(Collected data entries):
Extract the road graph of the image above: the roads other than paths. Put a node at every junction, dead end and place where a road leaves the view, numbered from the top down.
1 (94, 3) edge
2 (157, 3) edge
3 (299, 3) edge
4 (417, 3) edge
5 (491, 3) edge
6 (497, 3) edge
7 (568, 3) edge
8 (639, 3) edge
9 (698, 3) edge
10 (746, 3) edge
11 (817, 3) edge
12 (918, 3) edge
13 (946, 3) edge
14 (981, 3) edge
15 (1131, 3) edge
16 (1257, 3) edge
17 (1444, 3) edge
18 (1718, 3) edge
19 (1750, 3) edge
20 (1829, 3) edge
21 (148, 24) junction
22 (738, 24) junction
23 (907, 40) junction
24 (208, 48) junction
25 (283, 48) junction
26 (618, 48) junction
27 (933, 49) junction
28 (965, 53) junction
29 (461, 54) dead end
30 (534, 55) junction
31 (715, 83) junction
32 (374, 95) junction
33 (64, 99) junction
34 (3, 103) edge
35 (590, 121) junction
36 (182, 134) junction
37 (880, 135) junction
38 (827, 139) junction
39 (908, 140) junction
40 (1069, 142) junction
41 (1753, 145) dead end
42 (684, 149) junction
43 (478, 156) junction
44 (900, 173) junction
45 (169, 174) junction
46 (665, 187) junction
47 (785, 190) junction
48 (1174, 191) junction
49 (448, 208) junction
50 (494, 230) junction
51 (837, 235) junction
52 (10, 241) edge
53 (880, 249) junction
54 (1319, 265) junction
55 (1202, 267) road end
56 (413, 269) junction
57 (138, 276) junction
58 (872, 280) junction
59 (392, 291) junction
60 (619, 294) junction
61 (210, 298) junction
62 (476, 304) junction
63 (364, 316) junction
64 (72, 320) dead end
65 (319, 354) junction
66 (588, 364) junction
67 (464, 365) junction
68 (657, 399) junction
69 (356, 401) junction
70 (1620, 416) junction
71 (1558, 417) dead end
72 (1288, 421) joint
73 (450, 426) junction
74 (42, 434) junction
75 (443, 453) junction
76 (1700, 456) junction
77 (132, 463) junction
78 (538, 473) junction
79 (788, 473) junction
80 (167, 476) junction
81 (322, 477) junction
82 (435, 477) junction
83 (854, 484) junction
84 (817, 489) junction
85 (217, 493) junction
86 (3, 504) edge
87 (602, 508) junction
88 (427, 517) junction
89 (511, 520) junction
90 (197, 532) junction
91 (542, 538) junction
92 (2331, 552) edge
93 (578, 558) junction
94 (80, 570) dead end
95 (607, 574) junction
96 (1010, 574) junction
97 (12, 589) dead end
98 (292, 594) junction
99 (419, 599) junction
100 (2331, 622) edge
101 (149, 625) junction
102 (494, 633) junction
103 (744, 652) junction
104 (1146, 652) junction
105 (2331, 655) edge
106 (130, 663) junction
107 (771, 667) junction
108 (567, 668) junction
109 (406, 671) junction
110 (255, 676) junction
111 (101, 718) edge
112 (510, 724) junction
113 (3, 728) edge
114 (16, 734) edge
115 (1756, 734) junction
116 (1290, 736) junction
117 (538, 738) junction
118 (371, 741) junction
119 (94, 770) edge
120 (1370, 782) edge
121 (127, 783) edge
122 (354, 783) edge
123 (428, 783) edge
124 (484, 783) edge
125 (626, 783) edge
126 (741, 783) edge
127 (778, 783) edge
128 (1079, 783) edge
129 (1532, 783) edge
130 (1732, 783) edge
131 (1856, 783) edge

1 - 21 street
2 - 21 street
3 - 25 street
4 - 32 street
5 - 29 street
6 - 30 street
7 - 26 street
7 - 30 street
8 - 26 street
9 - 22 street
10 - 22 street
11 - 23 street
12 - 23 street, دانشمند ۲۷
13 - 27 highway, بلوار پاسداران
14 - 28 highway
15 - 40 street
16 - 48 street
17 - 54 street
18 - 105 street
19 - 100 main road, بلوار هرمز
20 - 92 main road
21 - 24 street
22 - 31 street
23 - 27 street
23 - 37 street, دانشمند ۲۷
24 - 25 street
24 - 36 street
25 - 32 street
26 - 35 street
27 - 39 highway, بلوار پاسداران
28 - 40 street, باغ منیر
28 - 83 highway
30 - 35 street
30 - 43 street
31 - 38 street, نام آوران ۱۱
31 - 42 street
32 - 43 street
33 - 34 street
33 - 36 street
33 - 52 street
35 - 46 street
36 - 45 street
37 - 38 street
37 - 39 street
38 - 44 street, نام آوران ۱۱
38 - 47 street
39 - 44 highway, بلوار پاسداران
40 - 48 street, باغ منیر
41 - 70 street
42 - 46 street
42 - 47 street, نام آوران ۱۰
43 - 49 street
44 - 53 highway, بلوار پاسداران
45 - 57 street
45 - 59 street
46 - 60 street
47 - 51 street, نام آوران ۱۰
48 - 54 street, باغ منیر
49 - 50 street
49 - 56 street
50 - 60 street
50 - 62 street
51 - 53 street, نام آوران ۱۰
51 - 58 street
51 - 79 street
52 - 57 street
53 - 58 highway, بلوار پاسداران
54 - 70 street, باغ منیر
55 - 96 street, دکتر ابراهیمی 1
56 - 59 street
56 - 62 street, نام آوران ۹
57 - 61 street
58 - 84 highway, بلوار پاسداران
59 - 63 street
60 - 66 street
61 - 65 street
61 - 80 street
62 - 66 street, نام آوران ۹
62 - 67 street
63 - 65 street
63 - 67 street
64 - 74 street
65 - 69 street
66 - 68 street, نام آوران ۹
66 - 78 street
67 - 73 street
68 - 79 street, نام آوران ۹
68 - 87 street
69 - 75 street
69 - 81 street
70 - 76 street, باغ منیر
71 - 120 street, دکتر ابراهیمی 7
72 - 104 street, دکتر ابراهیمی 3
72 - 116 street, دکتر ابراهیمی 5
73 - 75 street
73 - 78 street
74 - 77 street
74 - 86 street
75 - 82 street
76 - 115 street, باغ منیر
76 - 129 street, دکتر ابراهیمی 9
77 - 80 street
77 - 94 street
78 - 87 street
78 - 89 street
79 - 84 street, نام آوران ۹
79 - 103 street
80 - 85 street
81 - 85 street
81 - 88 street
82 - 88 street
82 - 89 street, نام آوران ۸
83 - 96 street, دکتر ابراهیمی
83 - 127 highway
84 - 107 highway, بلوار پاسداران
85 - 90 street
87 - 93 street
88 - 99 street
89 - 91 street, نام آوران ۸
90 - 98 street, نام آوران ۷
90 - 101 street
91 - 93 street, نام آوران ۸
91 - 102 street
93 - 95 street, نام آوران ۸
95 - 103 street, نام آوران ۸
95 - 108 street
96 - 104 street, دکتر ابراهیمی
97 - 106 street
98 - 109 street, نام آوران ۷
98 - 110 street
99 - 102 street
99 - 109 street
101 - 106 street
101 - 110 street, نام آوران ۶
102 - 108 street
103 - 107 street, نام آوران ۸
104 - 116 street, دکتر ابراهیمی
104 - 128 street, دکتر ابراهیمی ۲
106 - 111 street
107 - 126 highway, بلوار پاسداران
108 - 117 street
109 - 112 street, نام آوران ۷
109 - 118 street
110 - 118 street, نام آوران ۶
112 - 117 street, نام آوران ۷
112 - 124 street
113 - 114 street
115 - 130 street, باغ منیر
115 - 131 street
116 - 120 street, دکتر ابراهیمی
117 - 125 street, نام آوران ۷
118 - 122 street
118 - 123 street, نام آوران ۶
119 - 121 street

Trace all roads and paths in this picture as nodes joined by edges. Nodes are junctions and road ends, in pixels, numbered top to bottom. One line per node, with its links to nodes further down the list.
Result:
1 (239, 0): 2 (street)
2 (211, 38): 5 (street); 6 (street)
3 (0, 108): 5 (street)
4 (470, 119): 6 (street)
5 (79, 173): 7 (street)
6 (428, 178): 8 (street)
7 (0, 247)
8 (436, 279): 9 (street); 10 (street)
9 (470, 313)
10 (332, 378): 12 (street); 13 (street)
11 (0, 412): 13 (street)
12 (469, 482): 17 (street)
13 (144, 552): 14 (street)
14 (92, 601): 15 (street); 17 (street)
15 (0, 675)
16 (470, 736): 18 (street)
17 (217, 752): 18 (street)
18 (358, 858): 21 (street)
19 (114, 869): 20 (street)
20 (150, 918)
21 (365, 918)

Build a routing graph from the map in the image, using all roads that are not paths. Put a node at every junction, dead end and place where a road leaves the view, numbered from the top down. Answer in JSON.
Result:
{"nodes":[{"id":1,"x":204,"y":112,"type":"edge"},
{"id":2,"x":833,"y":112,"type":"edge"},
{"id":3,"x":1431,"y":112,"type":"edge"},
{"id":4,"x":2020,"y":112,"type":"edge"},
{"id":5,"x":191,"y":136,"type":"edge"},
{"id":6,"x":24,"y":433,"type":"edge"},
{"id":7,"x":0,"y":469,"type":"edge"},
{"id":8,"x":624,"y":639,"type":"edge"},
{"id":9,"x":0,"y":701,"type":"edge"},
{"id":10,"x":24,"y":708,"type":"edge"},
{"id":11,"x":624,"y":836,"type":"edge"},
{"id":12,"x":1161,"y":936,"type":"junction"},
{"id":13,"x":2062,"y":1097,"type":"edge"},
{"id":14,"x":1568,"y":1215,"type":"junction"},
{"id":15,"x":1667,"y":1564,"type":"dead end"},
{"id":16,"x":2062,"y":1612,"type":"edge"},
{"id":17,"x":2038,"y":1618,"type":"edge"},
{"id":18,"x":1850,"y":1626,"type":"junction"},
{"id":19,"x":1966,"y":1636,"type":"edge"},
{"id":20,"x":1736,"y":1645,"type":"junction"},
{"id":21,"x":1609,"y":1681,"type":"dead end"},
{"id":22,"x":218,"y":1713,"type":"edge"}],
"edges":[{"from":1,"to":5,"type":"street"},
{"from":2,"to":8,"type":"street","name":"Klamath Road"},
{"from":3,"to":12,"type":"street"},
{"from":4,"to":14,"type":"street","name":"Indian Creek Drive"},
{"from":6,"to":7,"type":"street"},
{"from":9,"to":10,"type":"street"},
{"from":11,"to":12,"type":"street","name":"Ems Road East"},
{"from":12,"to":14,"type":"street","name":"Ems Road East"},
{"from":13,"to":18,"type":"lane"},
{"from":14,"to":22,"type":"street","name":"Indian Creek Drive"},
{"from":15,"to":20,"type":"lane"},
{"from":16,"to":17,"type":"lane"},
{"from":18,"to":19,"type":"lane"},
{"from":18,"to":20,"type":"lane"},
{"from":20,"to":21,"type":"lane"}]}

(Problem): Look above for the line containing "Trace all roads". Output from there through the line containing "Build a routing", exactly and inclusively.

(Task answer):
Trace all roads and paths in this picture as nodes joined by edges. Nodes are junctions and road ends, in pixels, numbered top to bottom. One line per node, with its links to nodes further down the list.
Result:
1 (239, 0): 2 (street)
2 (211, 38): 5 (street); 6 (street)
3 (0, 108): 5 (street)
4 (470, 119): 6 (street)
5 (79, 173): 7 (street)
6 (428, 178): 8 (street)
7 (0, 247)
8 (436, 279): 9 (street); 10 (street)
9 (470, 313)
10 (332, 378): 12 (street); 13 (street)
11 (0, 412): 13 (street)
12 (469, 482): 17 (street)
13 (144, 552): 14 (street)
14 (92, 601): 15 (street); 17 (street)
15 (0, 675)
16 (470, 736): 18 (street)
17 (217, 752): 18 (street)
18 (358, 858): 21 (street)
19 (114, 869): 20 (street)
20 (150, 918)
21 (365, 918)

Build a routing graph from the map in the image, using all roads that are not paths. Put a node at every junction, dead end and place where a road leaves the view, numbered from the top down. Answer in JSON.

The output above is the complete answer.